At the November 22 School Board meeting parents voiced their concerns that our school administration has considered removing or greatly limiting a parent’s right to override a student’s admission into an AP or Honors class. First I want to thank the Board for formally looking into a process, which, with roughly 2,000 parental overrides occurring, is clearly broken. Let’s face it. There are two sides to this situation. While the vast majority of overrides are successful, some students also flounder or fail to make the grade. Either situation is problematic. So I firmly understand the Administration’s goal to get more objective data to do a better job of recommending students in the first place. However, this is where the problem runs much deeper than the override process.
We need to really look at what we are trying to accomplish. Our goal for schools is to give all of our students the finest education achievable to enable them to go out into the world and succeed in their future endeavors.
When it comes to AP classes, the goal here is for students to pass the AP exams. This leads to earned college credits, better scholarships, and admission into better schools. Unfortunately, the opportunity to attend these classes falls into the laps of an elite few. The fact is we all reside in a very high-achieving school district.
This means that the vast majority of students should be in Honors and AP level courses. The courses must be set up with a curriculum that is geared for students to pass these AP exams — not cater to a few extremely gifted students that should be in a more advanced class.

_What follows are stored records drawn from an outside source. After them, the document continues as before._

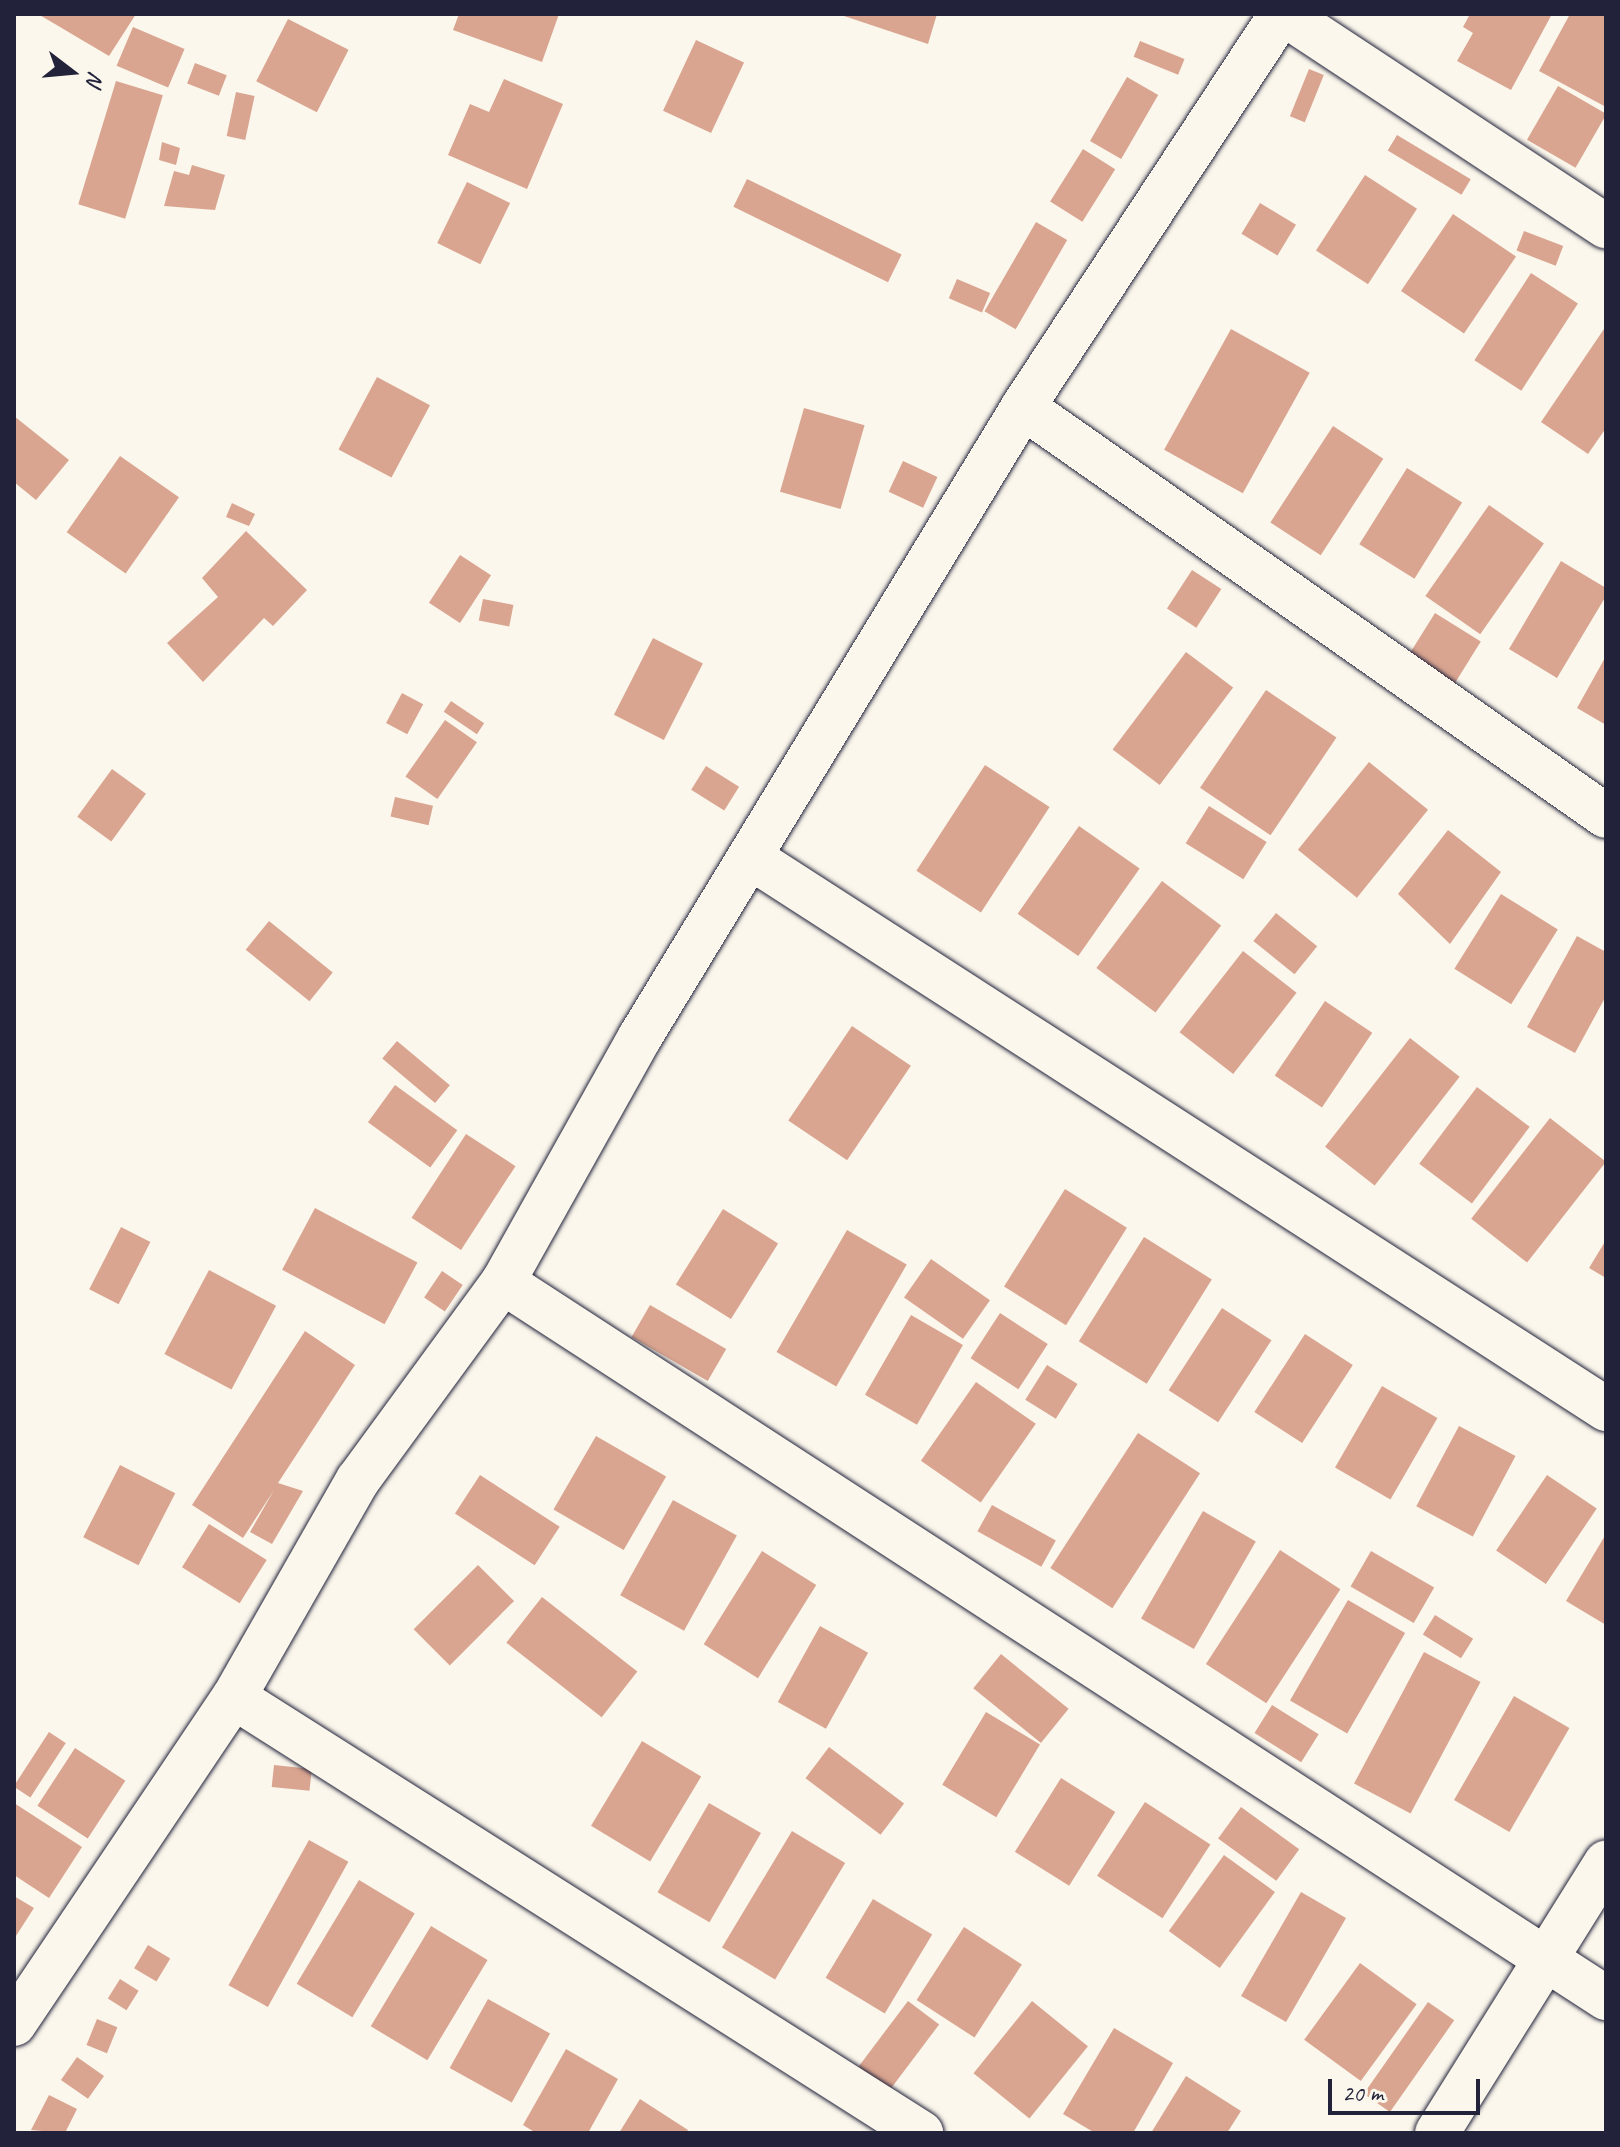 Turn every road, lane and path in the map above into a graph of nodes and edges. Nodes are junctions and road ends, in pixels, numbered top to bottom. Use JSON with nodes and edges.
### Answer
{"nodes":[{"id":1,"x":1283,"y":14,"type":"edge"},
{"id":2,"x":1606,"y":226,"type":"edge"},
{"id":3,"x":1023,"y":407,"type":"junction"},
{"id":4,"x":1606,"y":816,"type":"edge"},
{"id":5,"x":753,"y":859,"type":"junction"},
{"id":6,"x":503,"y":1282,"type":"junction"},
{"id":7,"x":1606,"y":1409,"type":"edge"},
{"id":8,"x":234,"y":1697,"type":"junction"},
{"id":9,"x":1606,"y":1863,"type":"edge"},
{"id":10,"x":1543,"y":1963,"type":"junction"},
{"id":11,"x":1606,"y":1998,"type":"edge"},
{"id":12,"x":14,"y":2024,"type":"edge"},
{"id":13,"x":921,"y":2133,"type":"edge"},
{"id":14,"x":1437,"y":2133,"type":"edge"}],
"edges":[{"from":1,"to":2,"type":"street"},
{"from":1,"to":3,"type":"street"},
{"from":3,"to":4,"type":"street"},
{"from":3,"to":5,"type":"street"},
{"from":5,"to":6,"type":"street"},
{"from":5,"to":7,"type":"street"},
{"from":6,"to":8,"type":"street"},
{"from":6,"to":10,"type":"street"},
{"from":8,"to":12,"type":"street"},
{"from":8,"to":13,"type":"street"},
{"from":9,"to":10,"type":"street"},
{"from":10,"to":11,"type":"street"},
{"from":10,"to":14,"type":"street"}]}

The current lack of availability of enough AP-level classes across all subject levels is doing the vast majority of our students a disservice. My challenge to the School Board and School District is to look at the goal before embarking on a course to fix a broken override process that may be the wrong process all together.
Let’s get the data and figure out a program how we can get more of our children getting AP credit that are fully capable. Let’s match the curriculum to what is needed to pass these standardized AP exams, not an artificial bar that caters to only a few students. We have a superb population of students who deserve to get the AP recognition they deserve. Let’s increase their opportunities, not focus on how we can limit them.